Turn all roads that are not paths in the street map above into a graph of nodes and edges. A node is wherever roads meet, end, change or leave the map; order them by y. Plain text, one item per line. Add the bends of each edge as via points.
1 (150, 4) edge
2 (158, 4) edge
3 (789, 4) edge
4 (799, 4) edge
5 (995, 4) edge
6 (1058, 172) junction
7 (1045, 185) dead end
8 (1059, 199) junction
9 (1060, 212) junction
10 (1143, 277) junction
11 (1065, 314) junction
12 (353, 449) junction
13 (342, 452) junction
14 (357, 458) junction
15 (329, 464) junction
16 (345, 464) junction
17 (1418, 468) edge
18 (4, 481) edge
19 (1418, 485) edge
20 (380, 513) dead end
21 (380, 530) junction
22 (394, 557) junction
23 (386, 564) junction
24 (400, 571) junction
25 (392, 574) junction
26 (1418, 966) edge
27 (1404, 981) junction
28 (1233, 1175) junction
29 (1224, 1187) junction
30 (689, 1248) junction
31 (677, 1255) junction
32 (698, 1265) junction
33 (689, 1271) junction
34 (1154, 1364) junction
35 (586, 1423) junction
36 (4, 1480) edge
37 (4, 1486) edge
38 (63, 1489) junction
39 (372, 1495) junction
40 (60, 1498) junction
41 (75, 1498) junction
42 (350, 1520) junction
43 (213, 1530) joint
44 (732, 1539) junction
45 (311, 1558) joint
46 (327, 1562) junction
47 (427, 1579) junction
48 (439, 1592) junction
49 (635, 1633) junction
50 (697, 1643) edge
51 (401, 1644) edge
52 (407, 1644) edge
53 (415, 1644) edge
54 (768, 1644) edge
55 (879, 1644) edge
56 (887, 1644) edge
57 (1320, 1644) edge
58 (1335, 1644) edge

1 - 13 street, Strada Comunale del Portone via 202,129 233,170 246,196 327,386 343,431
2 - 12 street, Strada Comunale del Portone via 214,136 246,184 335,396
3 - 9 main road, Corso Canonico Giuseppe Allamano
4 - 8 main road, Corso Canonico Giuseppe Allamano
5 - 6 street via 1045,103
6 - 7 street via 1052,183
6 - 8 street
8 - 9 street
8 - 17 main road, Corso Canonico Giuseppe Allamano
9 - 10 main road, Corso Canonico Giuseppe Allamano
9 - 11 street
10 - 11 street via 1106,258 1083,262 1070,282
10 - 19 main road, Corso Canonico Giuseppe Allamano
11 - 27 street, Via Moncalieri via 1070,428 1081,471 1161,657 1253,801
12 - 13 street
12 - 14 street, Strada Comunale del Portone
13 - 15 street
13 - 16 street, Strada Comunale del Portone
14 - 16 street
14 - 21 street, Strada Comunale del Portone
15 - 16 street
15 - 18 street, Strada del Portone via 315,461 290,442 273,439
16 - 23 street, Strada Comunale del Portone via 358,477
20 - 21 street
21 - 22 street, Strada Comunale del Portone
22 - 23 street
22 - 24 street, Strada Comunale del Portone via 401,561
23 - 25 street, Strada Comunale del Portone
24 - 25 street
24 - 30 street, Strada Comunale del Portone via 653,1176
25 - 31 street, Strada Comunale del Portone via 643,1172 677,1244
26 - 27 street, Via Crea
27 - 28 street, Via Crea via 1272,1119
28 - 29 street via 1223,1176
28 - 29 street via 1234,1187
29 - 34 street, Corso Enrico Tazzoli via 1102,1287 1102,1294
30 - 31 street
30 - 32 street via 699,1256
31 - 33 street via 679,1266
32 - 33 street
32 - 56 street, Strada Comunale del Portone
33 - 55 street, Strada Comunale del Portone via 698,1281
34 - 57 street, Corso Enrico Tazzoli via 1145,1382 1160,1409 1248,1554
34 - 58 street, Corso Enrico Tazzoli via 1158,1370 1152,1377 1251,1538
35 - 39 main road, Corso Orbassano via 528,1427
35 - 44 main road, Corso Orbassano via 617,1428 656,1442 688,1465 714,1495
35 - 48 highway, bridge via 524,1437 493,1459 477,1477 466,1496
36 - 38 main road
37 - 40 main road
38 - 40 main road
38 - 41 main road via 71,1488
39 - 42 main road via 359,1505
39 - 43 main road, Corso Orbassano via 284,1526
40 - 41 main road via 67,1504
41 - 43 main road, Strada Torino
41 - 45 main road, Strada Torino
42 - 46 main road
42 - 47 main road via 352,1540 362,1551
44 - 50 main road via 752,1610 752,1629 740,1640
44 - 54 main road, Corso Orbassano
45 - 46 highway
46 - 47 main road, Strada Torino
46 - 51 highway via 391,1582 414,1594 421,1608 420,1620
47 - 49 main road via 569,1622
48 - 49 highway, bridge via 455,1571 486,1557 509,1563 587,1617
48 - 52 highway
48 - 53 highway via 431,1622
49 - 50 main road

| WHAT YOU HAVE TO DO |
Produce the whole listing once more, exactly.

| SOLUTION FOR THIS EXERCISE |
Turn all roads that are not paths in the street map above into a graph of nodes and edges. A node is wherever roads meet, end, change or leave the map; order them by y. Plain text, one item per line. Add the bends of each edge as via points.
1 (150, 4) edge
2 (158, 4) edge
3 (789, 4) edge
4 (799, 4) edge
5 (995, 4) edge
6 (1058, 172) junction
7 (1045, 185) dead end
8 (1059, 199) junction
9 (1060, 212) junction
10 (1143, 277) junction
11 (1065, 314) junction
12 (353, 449) junction
13 (342, 452) junction
14 (357, 458) junction
15 (329, 464) junction
16 (345, 464) junction
17 (1418, 468) edge
18 (4, 481) edge
19 (1418, 485) edge
20 (380, 513) dead end
21 (380, 530) junction
22 (394, 557) junction
23 (386, 564) junction
24 (400, 571) junction
25 (392, 574) junction
26 (1418, 966) edge
27 (1404, 981) junction
28 (1233, 1175) junction
29 (1224, 1187) junction
30 (689, 1248) junction
31 (677, 1255) junction
32 (698, 1265) junction
33 (689, 1271) junction
34 (1154, 1364) junction
35 (586, 1423) junction
36 (4, 1480) edge
37 (4, 1486) edge
38 (63, 1489) junction
39 (372, 1495) junction
40 (60, 1498) junction
41 (75, 1498) junction
42 (350, 1520) junction
43 (213, 1530) joint
44 (732, 1539) junction
45 (311, 1558) joint
46 (327, 1562) junction
47 (427, 1579) junction
48 (439, 1592) junction
49 (635, 1633) junction
50 (697, 1643) edge
51 (401, 1644) edge
52 (407, 1644) edge
53 (415, 1644) edge
54 (768, 1644) edge
55 (879, 1644) edge
56 (887, 1644) edge
57 (1320, 1644) edge
58 (1335, 1644) edge

1 - 13 street, Strada Comunale del Portone via 202,129 233,170 246,196 327,386 343,431
2 - 12 street, Strada Comunale del Portone via 214,136 246,184 335,396
3 - 9 main road, Corso Canonico Giuseppe Allamano
4 - 8 main road, Corso Canonico Giuseppe Allamano
5 - 6 street via 1045,103
6 - 7 street via 1052,183
6 - 8 street
8 - 9 street
8 - 17 main road, Corso Canonico Giuseppe Allamano
9 - 10 main road, Corso Canonico Giuseppe Allamano
9 - 11 street
10 - 11 street via 1106,258 1083,262 1070,282
10 - 19 main road, Corso Canonico Giuseppe Allamano
11 - 27 street, Via Moncalieri via 1070,428 1081,471 1161,657 1253,801
12 - 13 street
12 - 14 street, Strada Comunale del Portone
13 - 15 street
13 - 16 street, Strada Comunale del Portone
14 - 16 street
14 - 21 street, Strada Comunale del Portone
15 - 16 street
15 - 18 street, Strada del Portone via 315,461 290,442 273,439
16 - 23 street, Strada Comunale del Portone via 358,477
20 - 21 street
21 - 22 street, Strada Comunale del Portone
22 - 23 street
22 - 24 street, Strada Comunale del Portone via 401,561
23 - 25 street, Strada Comunale del Portone
24 - 25 street
24 - 30 street, Strada Comunale del Portone via 653,1176
25 - 31 street, Strada Comunale del Portone via 643,1172 677,1244
26 - 27 street, Via Crea
27 - 28 street, Via Crea via 1272,1119
28 - 29 street via 1223,1176
28 - 29 street via 1234,1187
29 - 34 street, Corso Enrico Tazzoli via 1102,1287 1102,1294
30 - 31 street
30 - 32 street via 699,1256
31 - 33 street via 679,1266
32 - 33 street
32 - 56 street, Strada Comunale del Portone
33 - 55 street, Strada Comunale del Portone via 698,1281
34 - 57 street, Corso Enrico Tazzoli via 1145,1382 1160,1409 1248,1554
34 - 58 street, Corso Enrico Tazzoli via 1158,1370 1152,1377 1251,1538
35 - 39 main road, Corso Orbassano via 528,1427
35 - 44 main road, Corso Orbassano via 617,1428 656,1442 688,1465 714,1495
35 - 48 highway, bridge via 524,1437 493,1459 477,1477 466,1496
36 - 38 main road
37 - 40 main road
38 - 40 main road
38 - 41 main road via 71,1488
39 - 42 main road via 359,1505
39 - 43 main road, Corso Orbassano via 284,1526
40 - 41 main road via 67,1504
41 - 43 main road, Strada Torino
41 - 45 main road, Strada Torino
42 - 46 main road
42 - 47 main road via 352,1540 362,1551
44 - 50 main road via 752,1610 752,1629 740,1640
44 - 54 main road, Corso Orbassano
45 - 46 highway
46 - 47 main road, Strada Torino
46 - 51 highway via 391,1582 414,1594 421,1608 420,1620
47 - 49 main road via 569,1622
48 - 49 highway, bridge via 455,1571 486,1557 509,1563 587,1617
48 - 52 highway
48 - 53 highway via 431,1622
49 - 50 main road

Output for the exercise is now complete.